A while later came part one of our two part shellfish series, a formidable plate of crevettes grises (little, salted grey shrimp), bulots (whelk) and bigorneaux (mini sea-snails), as delicious to eat plain or with a generous swab of mayonnaise as it was trying to pry the meat out of the shells.
We were barely done with our first batch of seafood when our server changed our plates and unloaded another heaping tray of oysters, clams, shrimp, 2 types of crab, and other assorted unknown shellfish species on our table. By then, we had stopped all idle chatter and were deeply focused on the task at hand, cracking, peeling, prying, slurping, demolishing the sinful, cholesterol laden platter in front of us. The crustaceans were really pretty to look at (we thought the rosette design for the crevettes roses were hilarious), and had firm and delicious meat to boot. The raw clams were a revelation, super-sweet with a saline bass-note, with a tough texture that eventually softens to a gooey state after giving one’s molars a good exercise. The oysters were relatively flat and quite large, salty and with an assertive mineral tang. The ad-man reassured us that the green rim is not scum but evidence that the greener oysters had in fact absorbed more nutrients than others. There was so much food that as gluttonous as we were, we had to concede defeat and leave a few oysters uneaten.

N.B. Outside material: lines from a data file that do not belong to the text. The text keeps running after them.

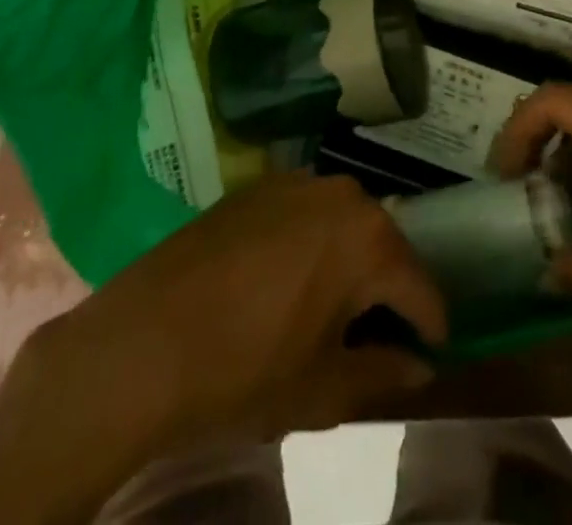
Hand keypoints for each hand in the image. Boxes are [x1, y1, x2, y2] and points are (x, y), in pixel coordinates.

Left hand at [0, 174, 445, 457]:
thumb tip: (419, 367)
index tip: (426, 354)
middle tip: (372, 336)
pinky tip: (284, 281)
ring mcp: (295, 182)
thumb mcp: (323, 389)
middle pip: (382, 245)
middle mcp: (341, 194)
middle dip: (385, 290)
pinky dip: (309, 242)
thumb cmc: (245, 371)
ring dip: (346, 261)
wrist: (143, 343)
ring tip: (328, 308)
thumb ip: (382, 373)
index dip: (428, 326)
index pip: (419, 286)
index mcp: (368, 239)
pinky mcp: (257, 186)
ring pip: (342, 224)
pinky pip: (302, 212)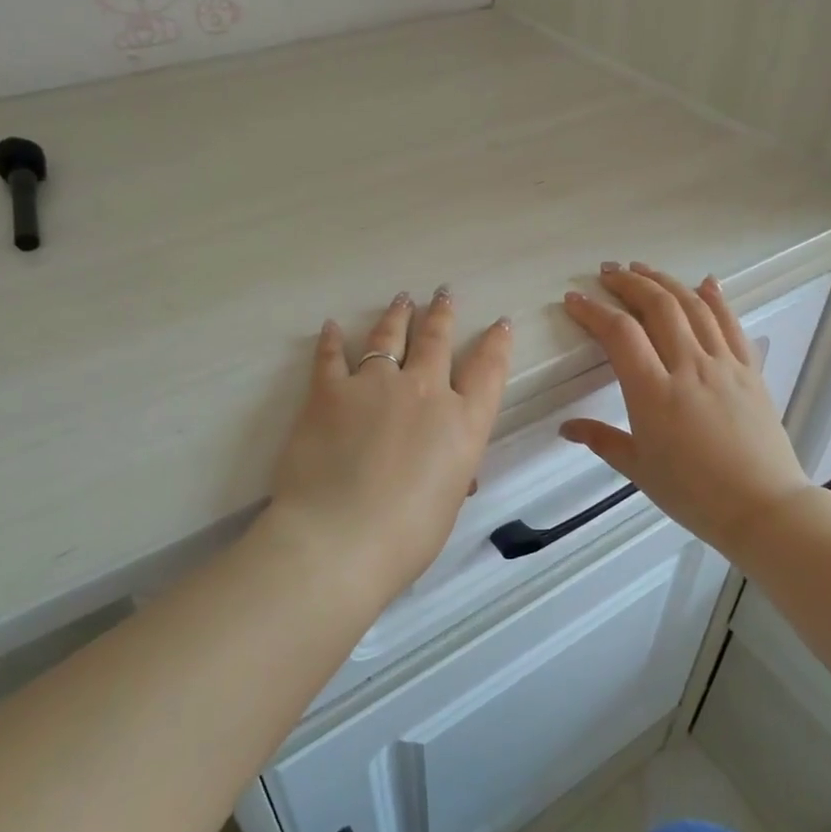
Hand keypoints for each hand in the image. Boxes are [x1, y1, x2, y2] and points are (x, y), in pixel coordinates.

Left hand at [267, 288, 513, 594]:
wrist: (340, 538)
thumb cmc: (407, 536)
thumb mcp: (448, 503)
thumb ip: (453, 472)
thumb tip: (452, 468)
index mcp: (462, 422)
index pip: (488, 370)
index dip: (497, 343)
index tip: (500, 323)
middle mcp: (424, 391)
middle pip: (437, 340)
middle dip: (442, 314)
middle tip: (444, 293)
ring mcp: (375, 384)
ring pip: (390, 337)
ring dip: (398, 315)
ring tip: (402, 299)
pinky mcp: (330, 391)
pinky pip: (331, 356)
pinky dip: (332, 340)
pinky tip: (333, 326)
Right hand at [559, 263, 814, 556]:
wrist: (763, 508)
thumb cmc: (694, 494)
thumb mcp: (639, 469)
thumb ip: (601, 440)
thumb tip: (566, 428)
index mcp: (654, 393)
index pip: (620, 334)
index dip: (593, 310)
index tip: (574, 299)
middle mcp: (689, 367)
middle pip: (658, 306)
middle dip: (629, 282)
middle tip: (608, 272)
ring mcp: (724, 365)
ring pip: (694, 306)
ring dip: (665, 281)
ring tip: (643, 269)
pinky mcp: (750, 370)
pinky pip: (731, 324)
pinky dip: (716, 298)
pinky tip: (705, 282)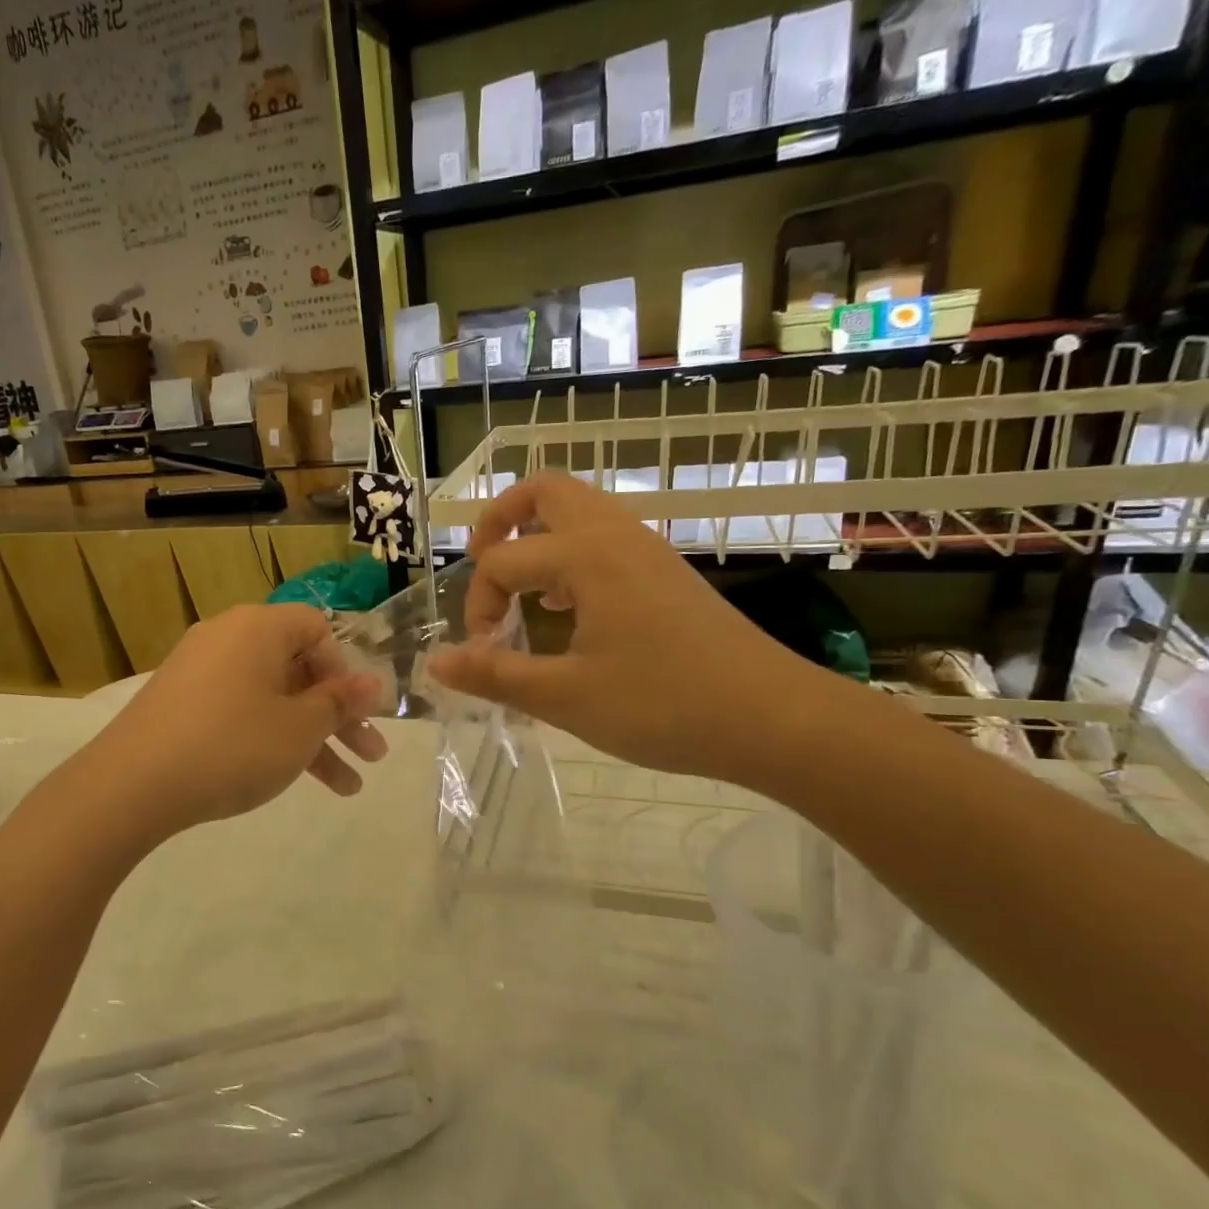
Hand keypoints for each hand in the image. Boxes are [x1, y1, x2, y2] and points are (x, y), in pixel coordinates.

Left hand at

But of course, we aren’t people to skip dessert, so when the server came by our table again, we gamely ordered 2 portions of Paris-Brest to share. The oversized choux pastry was phenomenal, piped with heavy praline cream guaranteed to stick to the walls of your stomach, dusted with powder sugar and finished with a scatter of crushed roasted peanuts. Despite our heaving stomachs, we polished it off.
I highly recommend L’Ecailler du Bistrot for a group of seafood loving friends. There’s nothing more convivial than fresh seafood, good wine and lots of hand-to-mouth action, and the fact that the atmosphere is fun and the space larger than your usual 25 seater is Paris does not hurt!